> _DIRECTIONS FOR THIS TASK_
What is needed is a word-for-word copy of all the entries, minus the pictures.

──────── DATA SHOWN ────────

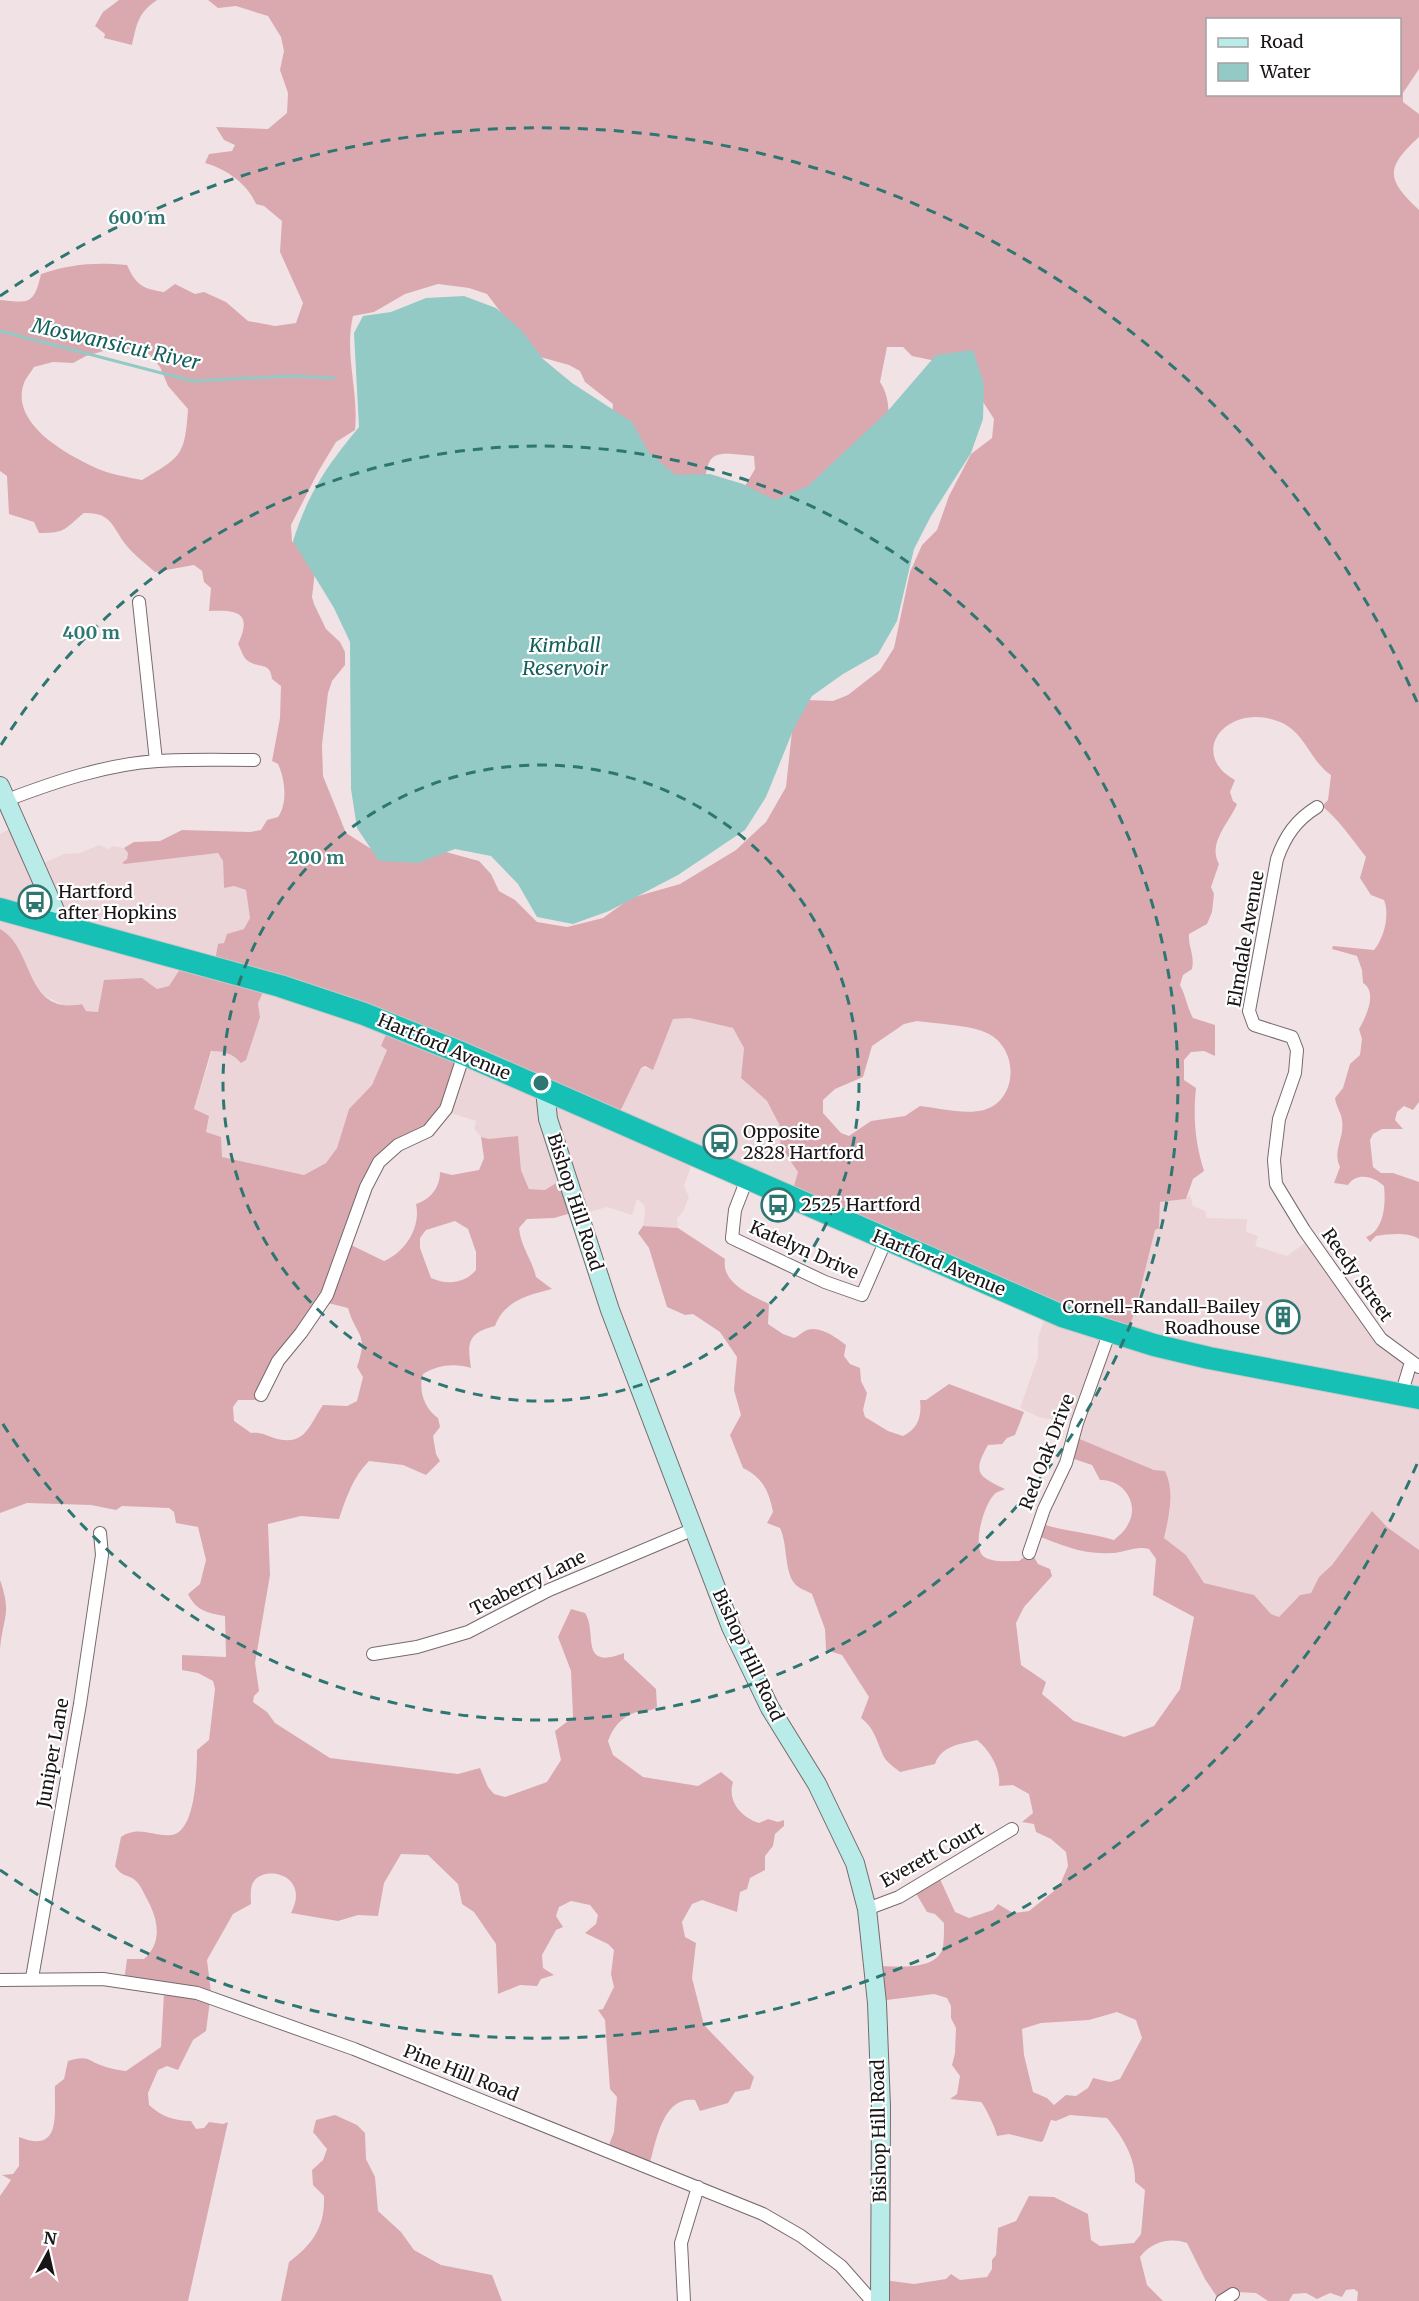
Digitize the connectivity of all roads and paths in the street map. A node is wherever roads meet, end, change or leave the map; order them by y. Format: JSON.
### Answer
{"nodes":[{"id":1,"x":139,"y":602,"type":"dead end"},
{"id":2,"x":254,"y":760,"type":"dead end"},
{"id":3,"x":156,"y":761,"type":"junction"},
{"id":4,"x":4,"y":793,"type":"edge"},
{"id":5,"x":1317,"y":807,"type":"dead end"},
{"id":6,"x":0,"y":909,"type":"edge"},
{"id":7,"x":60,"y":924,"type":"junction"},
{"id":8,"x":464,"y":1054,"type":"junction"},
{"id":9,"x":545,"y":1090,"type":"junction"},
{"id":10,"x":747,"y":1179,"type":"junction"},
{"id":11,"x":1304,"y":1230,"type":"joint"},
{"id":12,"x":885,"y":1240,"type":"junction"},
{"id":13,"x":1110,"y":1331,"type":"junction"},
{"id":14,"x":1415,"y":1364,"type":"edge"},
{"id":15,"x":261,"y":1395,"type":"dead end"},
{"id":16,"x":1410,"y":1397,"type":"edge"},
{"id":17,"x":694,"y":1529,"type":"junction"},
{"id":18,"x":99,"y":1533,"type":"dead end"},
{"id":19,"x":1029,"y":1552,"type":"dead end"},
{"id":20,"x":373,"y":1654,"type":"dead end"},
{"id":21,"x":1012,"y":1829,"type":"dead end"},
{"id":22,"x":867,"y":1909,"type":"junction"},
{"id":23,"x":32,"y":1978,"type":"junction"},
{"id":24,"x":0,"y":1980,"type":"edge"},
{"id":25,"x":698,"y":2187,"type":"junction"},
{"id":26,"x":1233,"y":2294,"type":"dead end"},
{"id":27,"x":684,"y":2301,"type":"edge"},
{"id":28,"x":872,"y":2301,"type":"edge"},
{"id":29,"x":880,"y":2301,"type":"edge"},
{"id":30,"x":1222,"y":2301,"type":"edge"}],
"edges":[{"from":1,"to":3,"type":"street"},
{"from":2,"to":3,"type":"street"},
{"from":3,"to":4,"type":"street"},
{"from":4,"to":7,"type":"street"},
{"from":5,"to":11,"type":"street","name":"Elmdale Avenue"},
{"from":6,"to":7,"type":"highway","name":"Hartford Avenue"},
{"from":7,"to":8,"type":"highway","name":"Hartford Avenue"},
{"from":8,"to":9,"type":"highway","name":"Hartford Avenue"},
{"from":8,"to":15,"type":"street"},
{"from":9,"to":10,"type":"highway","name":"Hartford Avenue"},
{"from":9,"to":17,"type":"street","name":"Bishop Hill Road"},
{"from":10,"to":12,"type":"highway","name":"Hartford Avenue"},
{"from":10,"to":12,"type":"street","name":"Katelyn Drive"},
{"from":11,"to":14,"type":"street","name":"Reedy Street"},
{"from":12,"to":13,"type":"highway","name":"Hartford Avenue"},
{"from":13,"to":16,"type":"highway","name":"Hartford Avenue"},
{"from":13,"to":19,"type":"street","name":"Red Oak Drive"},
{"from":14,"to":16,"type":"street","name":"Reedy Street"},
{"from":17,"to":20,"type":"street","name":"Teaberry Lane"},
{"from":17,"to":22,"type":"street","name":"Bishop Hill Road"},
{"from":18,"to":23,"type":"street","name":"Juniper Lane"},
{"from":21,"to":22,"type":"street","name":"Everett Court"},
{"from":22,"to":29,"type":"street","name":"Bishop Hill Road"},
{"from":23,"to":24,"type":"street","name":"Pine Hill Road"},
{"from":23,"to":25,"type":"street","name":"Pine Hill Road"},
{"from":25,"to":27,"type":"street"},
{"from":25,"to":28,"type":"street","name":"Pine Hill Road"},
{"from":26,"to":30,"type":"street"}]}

────────

> _SOLUTION FOR THIS TASK_
Digitize the connectivity of all roads and paths in the street map. A node is wherever roads meet, end, change or leave the map; order them by y. Format: JSON.
### Answer
{"nodes":[{"id":1,"x":139,"y":602,"type":"dead end"},
{"id":2,"x":254,"y":760,"type":"dead end"},
{"id":3,"x":156,"y":761,"type":"junction"},
{"id":4,"x":4,"y":793,"type":"edge"},
{"id":5,"x":1317,"y":807,"type":"dead end"},
{"id":6,"x":0,"y":909,"type":"edge"},
{"id":7,"x":60,"y":924,"type":"junction"},
{"id":8,"x":464,"y":1054,"type":"junction"},
{"id":9,"x":545,"y":1090,"type":"junction"},
{"id":10,"x":747,"y":1179,"type":"junction"},
{"id":11,"x":1304,"y":1230,"type":"joint"},
{"id":12,"x":885,"y":1240,"type":"junction"},
{"id":13,"x":1110,"y":1331,"type":"junction"},
{"id":14,"x":1415,"y":1364,"type":"edge"},
{"id":15,"x":261,"y":1395,"type":"dead end"},
{"id":16,"x":1410,"y":1397,"type":"edge"},
{"id":17,"x":694,"y":1529,"type":"junction"},
{"id":18,"x":99,"y":1533,"type":"dead end"},
{"id":19,"x":1029,"y":1552,"type":"dead end"},
{"id":20,"x":373,"y":1654,"type":"dead end"},
{"id":21,"x":1012,"y":1829,"type":"dead end"},
{"id":22,"x":867,"y":1909,"type":"junction"},
{"id":23,"x":32,"y":1978,"type":"junction"},
{"id":24,"x":0,"y":1980,"type":"edge"},
{"id":25,"x":698,"y":2187,"type":"junction"},
{"id":26,"x":1233,"y":2294,"type":"dead end"},
{"id":27,"x":684,"y":2301,"type":"edge"},
{"id":28,"x":872,"y":2301,"type":"edge"},
{"id":29,"x":880,"y":2301,"type":"edge"},
{"id":30,"x":1222,"y":2301,"type":"edge"}],
"edges":[{"from":1,"to":3,"type":"street"},
{"from":2,"to":3,"type":"street"},
{"from":3,"to":4,"type":"street"},
{"from":4,"to":7,"type":"street"},
{"from":5,"to":11,"type":"street","name":"Elmdale Avenue"},
{"from":6,"to":7,"type":"highway","name":"Hartford Avenue"},
{"from":7,"to":8,"type":"highway","name":"Hartford Avenue"},
{"from":8,"to":9,"type":"highway","name":"Hartford Avenue"},
{"from":8,"to":15,"type":"street"},
{"from":9,"to":10,"type":"highway","name":"Hartford Avenue"},
{"from":9,"to":17,"type":"street","name":"Bishop Hill Road"},
{"from":10,"to":12,"type":"highway","name":"Hartford Avenue"},
{"from":10,"to":12,"type":"street","name":"Katelyn Drive"},
{"from":11,"to":14,"type":"street","name":"Reedy Street"},
{"from":12,"to":13,"type":"highway","name":"Hartford Avenue"},
{"from":13,"to":16,"type":"highway","name":"Hartford Avenue"},
{"from":13,"to":19,"type":"street","name":"Red Oak Drive"},
{"from":14,"to":16,"type":"street","name":"Reedy Street"},
{"from":17,"to":20,"type":"street","name":"Teaberry Lane"},
{"from":17,"to":22,"type":"street","name":"Bishop Hill Road"},
{"from":18,"to":23,"type":"street","name":"Juniper Lane"},
{"from":21,"to":22,"type":"street","name":"Everett Court"},
{"from":22,"to":29,"type":"street","name":"Bishop Hill Road"},
{"from":23,"to":24,"type":"street","name":"Pine Hill Road"},
{"from":23,"to":25,"type":"street","name":"Pine Hill Road"},
{"from":25,"to":27,"type":"street"},
{"from":25,"to":28,"type":"street","name":"Pine Hill Road"},
{"from":26,"to":30,"type":"street"}]}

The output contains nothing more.